Your task ->
Your answer should be the line containing "index tip: (238, 83)" and every line after it to the end of the records below, word for word.

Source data
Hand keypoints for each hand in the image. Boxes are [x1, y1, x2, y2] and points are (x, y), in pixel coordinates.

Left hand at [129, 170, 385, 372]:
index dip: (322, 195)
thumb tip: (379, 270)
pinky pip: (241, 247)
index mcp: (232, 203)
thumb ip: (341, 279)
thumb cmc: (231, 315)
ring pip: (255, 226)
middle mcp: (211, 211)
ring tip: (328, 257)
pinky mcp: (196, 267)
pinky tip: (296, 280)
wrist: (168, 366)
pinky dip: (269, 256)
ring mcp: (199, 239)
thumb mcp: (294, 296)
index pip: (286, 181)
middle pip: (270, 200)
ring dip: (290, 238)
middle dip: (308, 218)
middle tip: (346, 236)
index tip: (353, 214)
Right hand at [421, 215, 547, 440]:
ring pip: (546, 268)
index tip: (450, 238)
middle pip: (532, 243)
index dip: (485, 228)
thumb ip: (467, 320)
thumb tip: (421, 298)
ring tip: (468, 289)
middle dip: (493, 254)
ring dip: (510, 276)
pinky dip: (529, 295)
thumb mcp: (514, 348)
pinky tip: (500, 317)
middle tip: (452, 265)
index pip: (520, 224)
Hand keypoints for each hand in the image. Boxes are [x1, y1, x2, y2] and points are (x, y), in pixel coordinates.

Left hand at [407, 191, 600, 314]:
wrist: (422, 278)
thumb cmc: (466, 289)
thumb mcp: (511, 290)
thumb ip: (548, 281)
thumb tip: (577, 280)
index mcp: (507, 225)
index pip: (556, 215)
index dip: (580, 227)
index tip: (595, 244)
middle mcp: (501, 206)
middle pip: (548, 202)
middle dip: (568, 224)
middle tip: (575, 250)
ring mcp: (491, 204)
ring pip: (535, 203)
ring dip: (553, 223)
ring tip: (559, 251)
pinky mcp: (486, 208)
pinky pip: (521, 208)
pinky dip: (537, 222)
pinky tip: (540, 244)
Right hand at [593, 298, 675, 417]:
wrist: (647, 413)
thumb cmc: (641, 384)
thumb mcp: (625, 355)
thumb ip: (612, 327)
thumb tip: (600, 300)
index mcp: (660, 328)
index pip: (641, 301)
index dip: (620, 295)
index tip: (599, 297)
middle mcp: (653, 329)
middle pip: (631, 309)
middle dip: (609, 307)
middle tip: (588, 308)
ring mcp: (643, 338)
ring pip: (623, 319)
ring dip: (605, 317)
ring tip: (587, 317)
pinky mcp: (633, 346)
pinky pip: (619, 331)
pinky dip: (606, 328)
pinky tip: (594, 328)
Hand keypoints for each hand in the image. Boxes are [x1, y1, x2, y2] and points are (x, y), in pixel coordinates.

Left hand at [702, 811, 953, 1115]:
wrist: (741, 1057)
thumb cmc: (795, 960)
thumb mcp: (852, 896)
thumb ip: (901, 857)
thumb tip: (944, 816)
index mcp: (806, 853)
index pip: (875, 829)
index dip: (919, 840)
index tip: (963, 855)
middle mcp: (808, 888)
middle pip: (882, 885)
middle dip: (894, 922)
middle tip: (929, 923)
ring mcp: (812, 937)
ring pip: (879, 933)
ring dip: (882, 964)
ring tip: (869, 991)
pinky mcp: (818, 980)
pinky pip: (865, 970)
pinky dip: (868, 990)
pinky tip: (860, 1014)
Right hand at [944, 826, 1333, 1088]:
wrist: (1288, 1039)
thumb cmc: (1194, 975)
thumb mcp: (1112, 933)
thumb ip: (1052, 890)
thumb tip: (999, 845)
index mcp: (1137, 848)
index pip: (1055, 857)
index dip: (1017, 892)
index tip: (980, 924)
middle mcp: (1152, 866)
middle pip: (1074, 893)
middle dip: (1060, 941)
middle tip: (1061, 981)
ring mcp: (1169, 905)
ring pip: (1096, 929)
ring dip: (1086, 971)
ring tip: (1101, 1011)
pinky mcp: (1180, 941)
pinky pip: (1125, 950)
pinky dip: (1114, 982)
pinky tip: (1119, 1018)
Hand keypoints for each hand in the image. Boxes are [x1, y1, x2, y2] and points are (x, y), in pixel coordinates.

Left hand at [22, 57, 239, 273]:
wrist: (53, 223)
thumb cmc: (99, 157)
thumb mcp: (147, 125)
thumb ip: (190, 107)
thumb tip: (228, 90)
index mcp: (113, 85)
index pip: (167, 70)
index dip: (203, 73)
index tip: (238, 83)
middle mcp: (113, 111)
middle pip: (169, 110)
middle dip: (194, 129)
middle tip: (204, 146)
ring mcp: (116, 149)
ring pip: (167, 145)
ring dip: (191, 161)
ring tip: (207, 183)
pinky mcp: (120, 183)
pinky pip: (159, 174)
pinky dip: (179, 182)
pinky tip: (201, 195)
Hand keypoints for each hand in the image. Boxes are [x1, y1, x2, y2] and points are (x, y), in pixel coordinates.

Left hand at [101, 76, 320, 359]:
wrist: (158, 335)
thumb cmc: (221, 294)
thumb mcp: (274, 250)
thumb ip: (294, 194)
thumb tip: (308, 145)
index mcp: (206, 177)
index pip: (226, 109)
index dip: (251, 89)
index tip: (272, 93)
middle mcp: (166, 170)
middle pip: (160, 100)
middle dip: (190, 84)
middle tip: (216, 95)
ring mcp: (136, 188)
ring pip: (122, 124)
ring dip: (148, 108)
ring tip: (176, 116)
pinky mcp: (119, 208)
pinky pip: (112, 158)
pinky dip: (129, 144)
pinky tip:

Answer for this exercise ->
index tip: (238, 83)
middle mcp: (113, 111)
middle pip: (169, 110)
middle dip: (194, 129)
middle tip: (204, 146)
ring mcp: (116, 149)
ring pip: (167, 145)
ring dip: (191, 161)
ring tip: (207, 183)
pinky mcp: (120, 183)
pinky pip: (159, 174)
pinky dip: (179, 182)
pinky tip: (201, 195)
Hand keypoints for each hand in the image. Boxes are [x1, y1, x2, y2] and points are (x, y), in pixel coordinates.

Left hand at [101, 76, 320, 359]:
wrist: (158, 335)
thumb cmc: (221, 294)
thumb mcp: (274, 250)
thumb ip: (294, 194)
thumb tip: (308, 145)
index mcp: (206, 177)
index pip: (226, 109)
index dip: (251, 89)
index tip: (272, 93)
middle mcp: (166, 170)
middle pip: (160, 100)
middle dip: (190, 84)
middle tip: (216, 95)
ring mcp: (136, 188)
ring pip: (122, 124)
ring dip: (148, 108)
ring tip: (176, 116)
pinky mcp: (119, 208)
pinky pip: (112, 158)
pinky dip: (129, 144)
pinky tip:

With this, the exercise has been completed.